The legal-economic model of ownership – how a system of enforceable rights can enable more productive group activity.
These models look at ownership from different angles – but they also overlap in important ways. And they both have many applications to managing equity.
As the aphorism goes, “all models are wrong, some are useful.” Neither model here is an exception. We’ll also highlight some useful connections between each model and the jobs of managing equity.
Part 1 / The Motivating Force of Psychological Ownership
“Chop your own wood and it will warm you twice.”
- Henry Ford
The psychology of ownership starts early and reaches far. Children develop a sense of what they own – “mine!” – as toddlers. Many of history’s great revolutions and the global conflicts of today have their basis in the ownership of land and resources.

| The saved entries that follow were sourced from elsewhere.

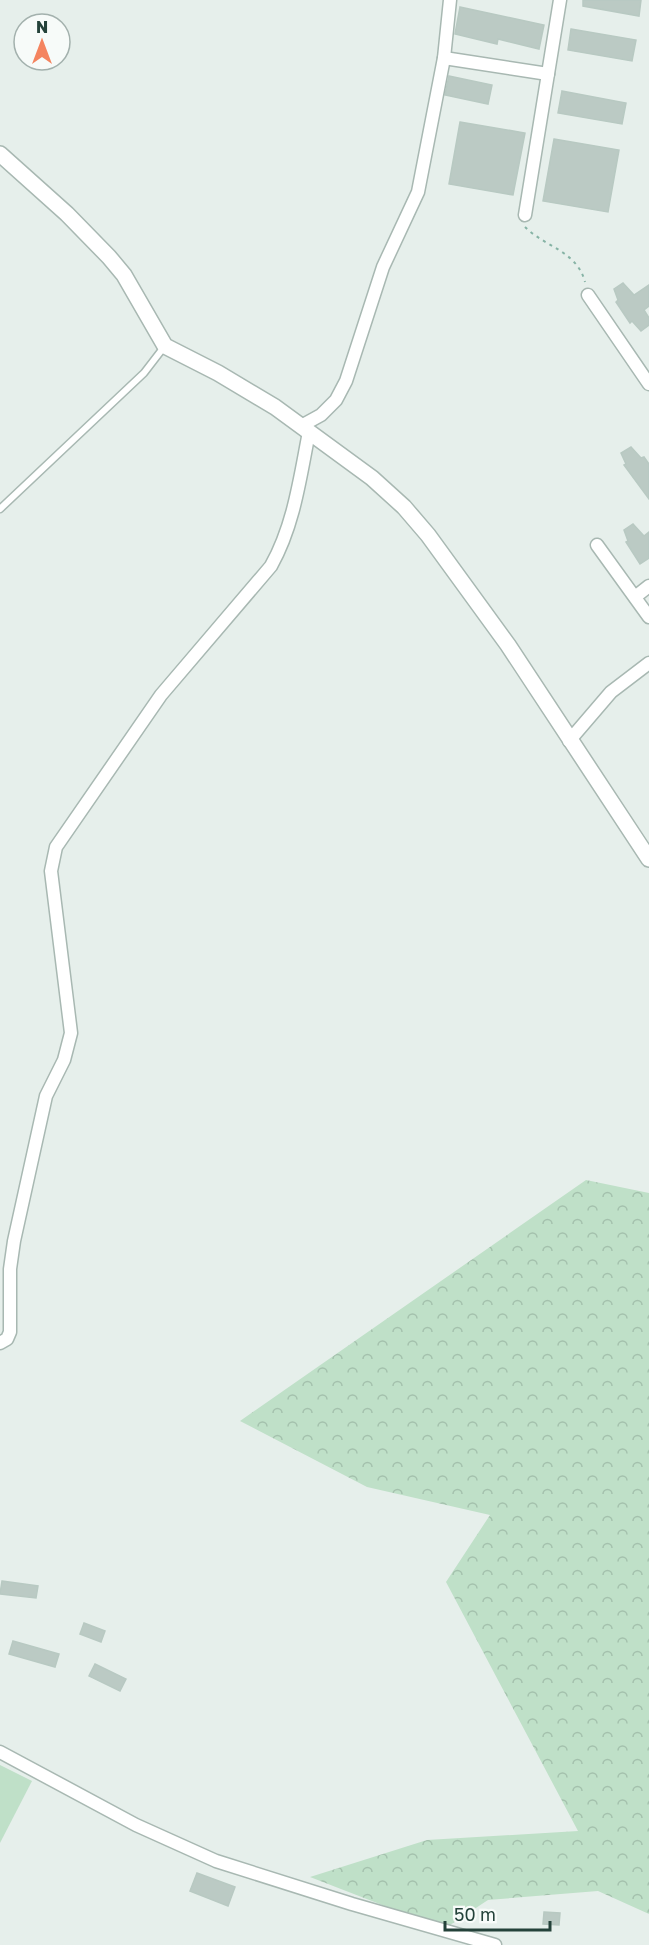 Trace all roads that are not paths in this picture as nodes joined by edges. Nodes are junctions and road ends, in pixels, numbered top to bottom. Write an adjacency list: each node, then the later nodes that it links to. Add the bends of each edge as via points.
1 (450, 0): 3 (street)
2 (560, 0): 4 (street)
3 (444, 58): 4 (street); 10 (street, via 418,192 383,267 346,381 336,400)
4 (548, 74): 6 (street)
5 (0, 154): 8 (street, via 110,258)
6 (525, 215)
7 (588, 295): 9 (street)
8 (165, 346): 10 (street, via 218,373); 11 (lane, via 144,373)
9 (649, 384)
10 (305, 429): 17 (street, via 391,492 414,518 508,645); 19 (street, via 294,504 271,566 161,695 56,847 51,871 71,1033 39,1123 10,1269 10,1332 8,1339)
11 (0, 509)
12 (597, 545): 14 (street)
13 (649, 586): 14 (street)
14 (634, 597): 15 (street)
15 (649, 617)
16 (649, 663): 17 (street, via 611,692)
17 (569, 741): 18 (street)
18 (649, 859)
19 (0, 1343)
20 (0, 1752): 21 (street, via 136,1825 216,1861)
21 (495, 1945) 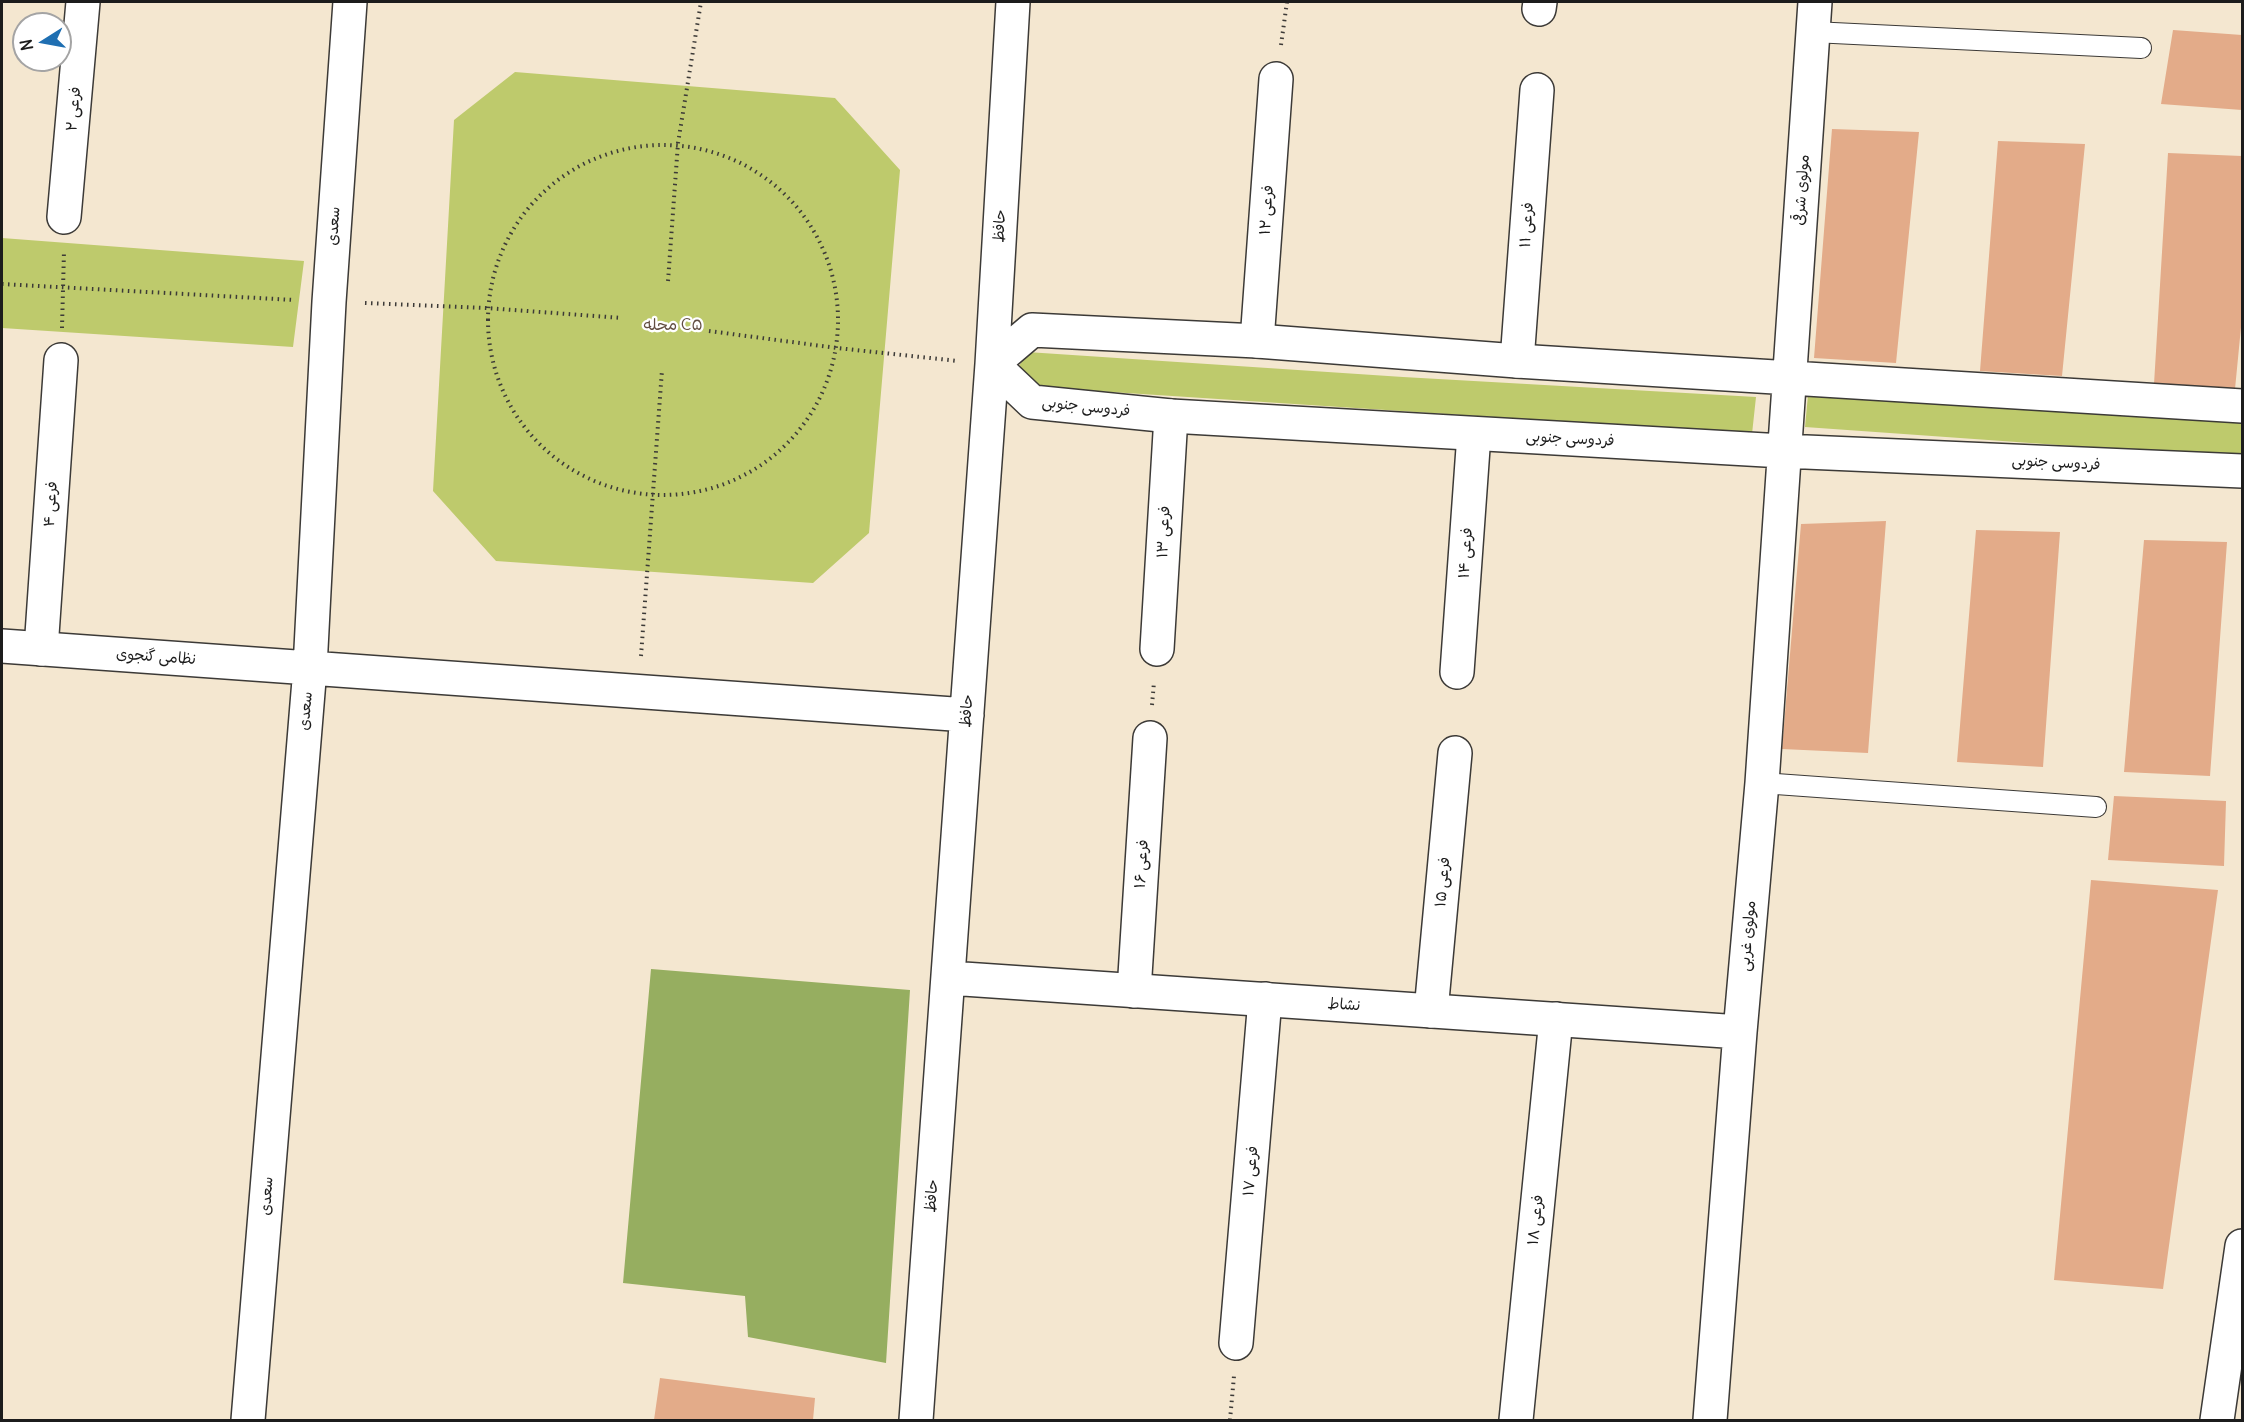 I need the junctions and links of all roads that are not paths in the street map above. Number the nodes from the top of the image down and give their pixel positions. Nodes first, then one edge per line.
1 (83, 2) edge
2 (350, 2) edge
3 (1013, 2) edge
4 (1814, 16) edge
5 (2141, 48) dead end
6 (1276, 80) road end
7 (1538, 90) dead end
8 (64, 217) road end
9 (1257, 341) junction
10 (61, 360) road end
11 (1517, 361) junction
12 (992, 364) junction
13 (1789, 378) junction
14 (2242, 406) edge
15 (1171, 416) junction
16 (1474, 434) junction
17 (1783, 451) junction
18 (2242, 471) edge
19 (2, 646) edge
20 (41, 649) junction
21 (1157, 649) road end
22 (310, 668) junction
23 (1457, 672) dead end
24 (967, 715) junction
25 (1150, 738) road end
26 (1455, 753) dead end
27 (1762, 783) junction
28 (2096, 807) dead end
29 (949, 978) junction
30 (1134, 991) junction
31 (1265, 999) junction
32 (1431, 1011) junction
33 (1556, 1019) junction
34 (1740, 1032) junction
35 (2242, 1246) edge
36 (1236, 1343) road end
37 (248, 1420) edge
38 (916, 1420) edge
39 (1516, 1420) edge
40 (1710, 1420) edge
41 (2217, 1420) edge

1 - 8 street, فرعی ۲
2 - 22 street, سعدی
3 - 12 street, حافظ
4 - 5 lane
4 - 13 street, مولوی شرقی
6 - 9 street, فرعی ۱۲
7 - 11 street, فرعی ۱۱
9 - 11 street
9 - 12 street
10 - 20 street, فرعی ۴
11 - 13 street
12 - 15 street, فردوسی جنوبی
12 - 24 street, حافظ
13 - 14 street
13 - 17 street, مولوی شرقی
15 - 16 street, فردوسی جنوبی
15 - 21 street, فرعی ۱۳
16 - 17 street, فردوسی جنوبی
16 - 23 street, فرعی ۱۴
17 - 18 street, فردوسی جنوبی
17 - 27 street, مولوی غربی
19 - 20 street, نظامی گنجوی
20 - 22 street, نظامی گنجوی
22 - 24 street, نظامی گنجوی
22 - 37 street, سعدی
24 - 29 street, حافظ
25 - 30 street, فرعی ۱۶
26 - 32 street, فرعی ۱۵
27 - 28 lane
27 - 34 street, مولوی غربی
29 - 30 street, نشاط
29 - 38 street, حافظ
30 - 31 street, نشاط
31 - 32 street, نشاط
31 - 36 street, فرعی ۱۷
32 - 33 street, نشاط
33 - 34 street, نشاط
33 - 39 street, فرعی ۱۸
34 - 40 street, مولوی غربی
35 - 41 street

As early as William James, psychologists have suggested that our concept of “self” may be little more than the sum of the tangible and intangible things we think of ourselves as “owning” – our bodies, homes, creations, relationships, our roles and attachments in social groups. On this view, our sense of personal identity is co-extensive with what we think of ourselves as owning.

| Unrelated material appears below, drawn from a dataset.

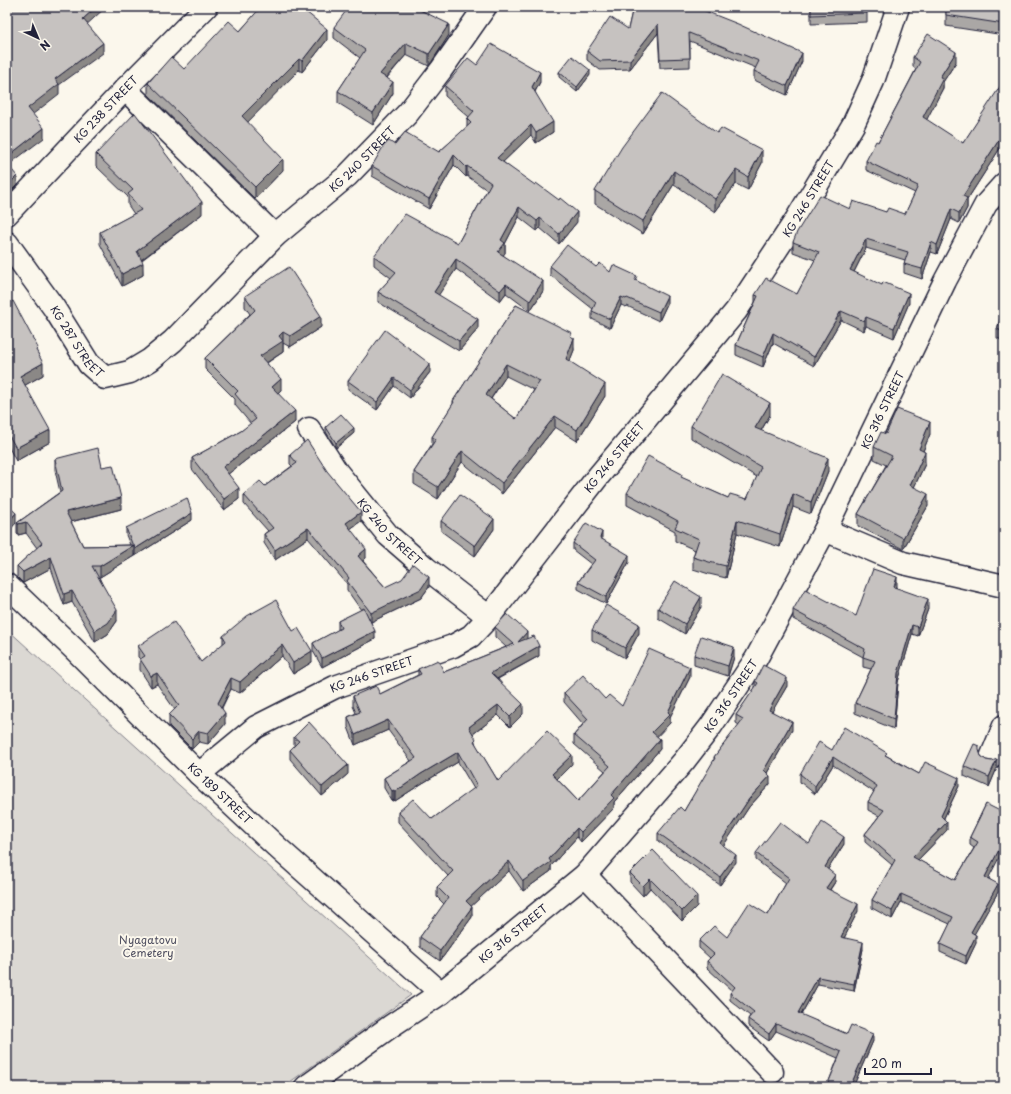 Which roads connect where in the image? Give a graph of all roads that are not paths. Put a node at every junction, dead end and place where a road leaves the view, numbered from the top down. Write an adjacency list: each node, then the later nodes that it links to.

Theories of ownership in psychology suggest that our sense of ownership can be created from multiple sources. These sources include, for example:
Exerting control over something.
Investing oneself in something.
Building a deep understanding of something.

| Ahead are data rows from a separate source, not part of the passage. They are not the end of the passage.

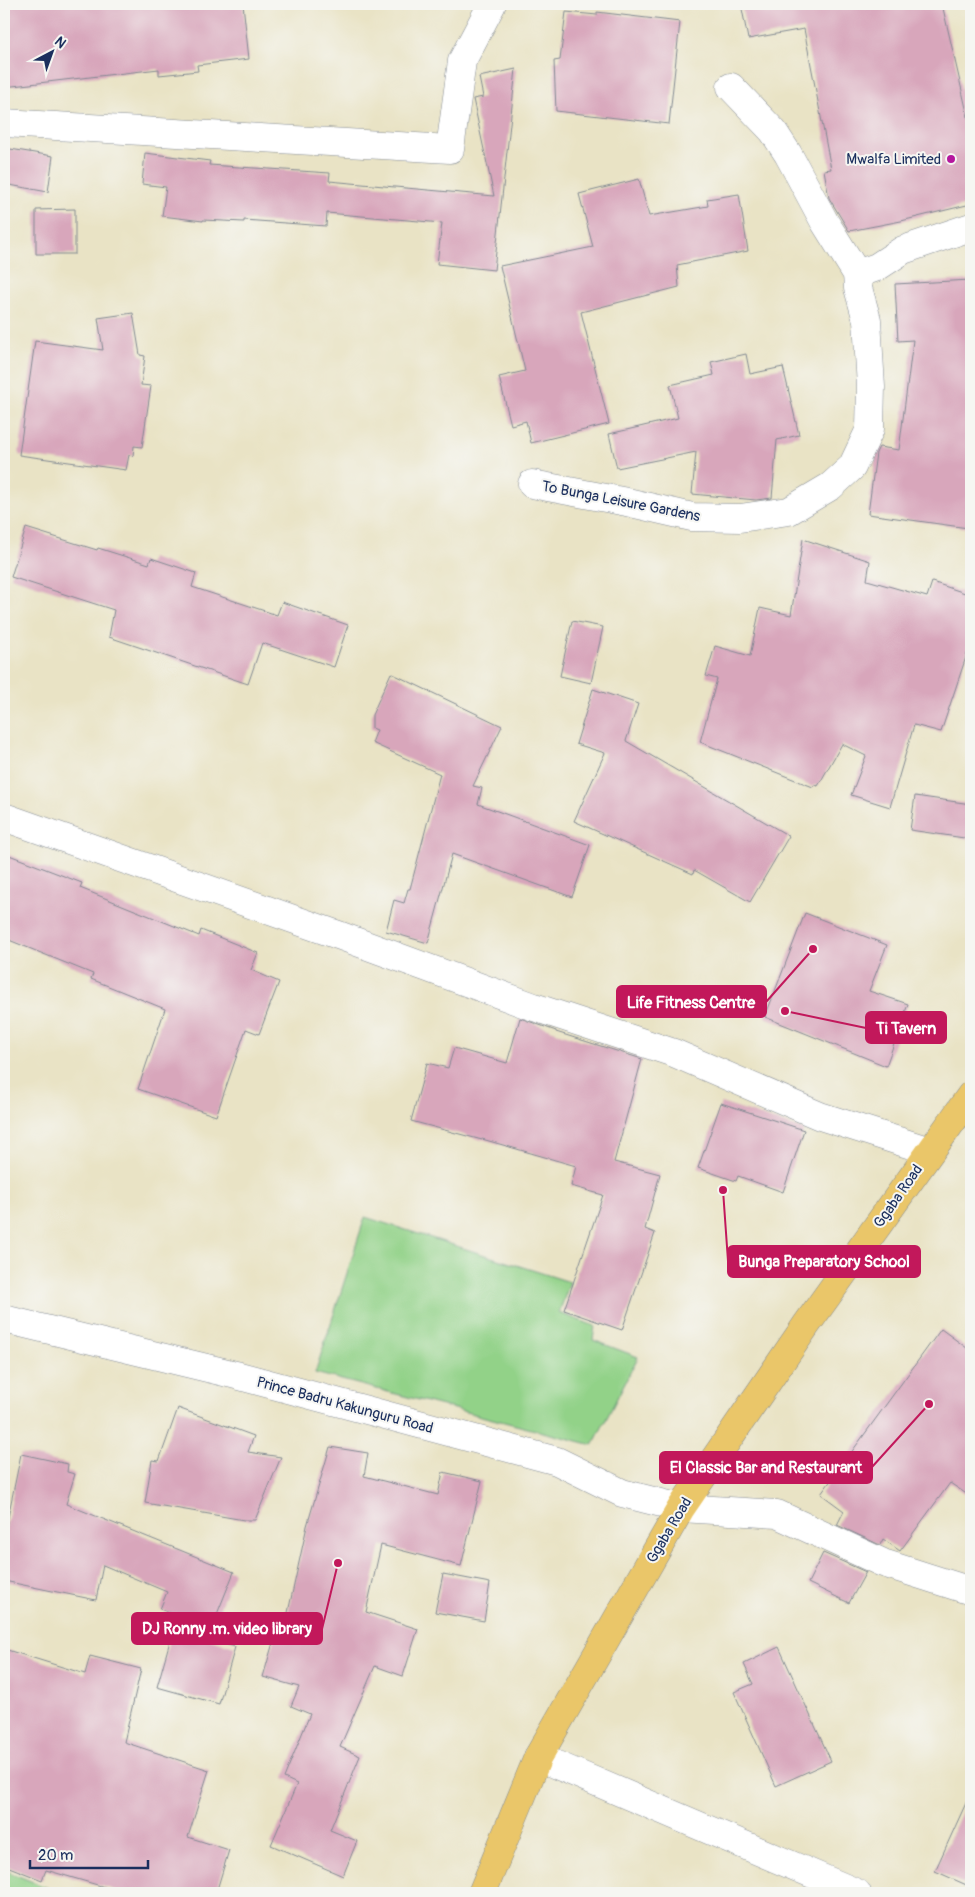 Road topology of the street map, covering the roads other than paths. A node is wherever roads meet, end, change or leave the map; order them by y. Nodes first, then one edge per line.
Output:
1 (492, 4) edge
2 (731, 86) dead end
3 (4, 123) edge
4 (971, 227) edge
5 (857, 274) junction
6 (532, 484) dead end
7 (4, 817) edge
8 (971, 1095) edge
9 (930, 1151) junction
10 (4, 1319) edge
11 (680, 1508) junction
12 (971, 1591) edge
13 (538, 1757) junction
14 (482, 1893) edge
15 (857, 1893) edge

1 - 3 street
2 - 5 street
4 - 5 street
5 - 6 street, To Bunga Leisure Gardens
7 - 9 street
8 - 9 main road, Ggaba Road
9 - 11 main road, Ggaba Road
10 - 11 street, Prince Badru Kakunguru Road
11 - 12 street, Prince Badru Kakunguru Road
11 - 13 main road, Ggaba Road
13 - 14 main road, Ggaba Road
13 - 15 street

While there is still much to learn, existing evidence suggests that once created a sense of psychological ownership has the potential to inspire great motivational force.
For example:
Ownership over the means of how we do something has been shown to be associated with higher degrees of intrinsic motivation.
Psychological feelings of ownership correlate with organizational commitment, job satisfaction, and positive work behavior.
Employee equity ownership has been shown to drive a number of motivation-related outcomes.
Psychological Ownership in Equity Management
A core goal in equity compensation is to align company partners and team-members with company goals:
First – to help hire.
Second – to help align interests and motivate toward the shared goal of increasing company value.
Third – to help retain ongoing services.
At the core of each is a set of individual interests and motivations. Many of them depend at least in part on a sense of ownership. Understanding the root psychological sources of ownership – and how they motivate behavior – can help across all three.
Part 2 / The Legal Building Blocks of Ownership
“Ownership is [...] the greatest possible interest in a thing which a mature system of law recognizes.”
- A.M. Honore
Ownership is also a foundational concept in the theory of law, finance and economics. It shows up right in the definition of an asset – “a resource with economic value that an individual, corporation, or country owns.”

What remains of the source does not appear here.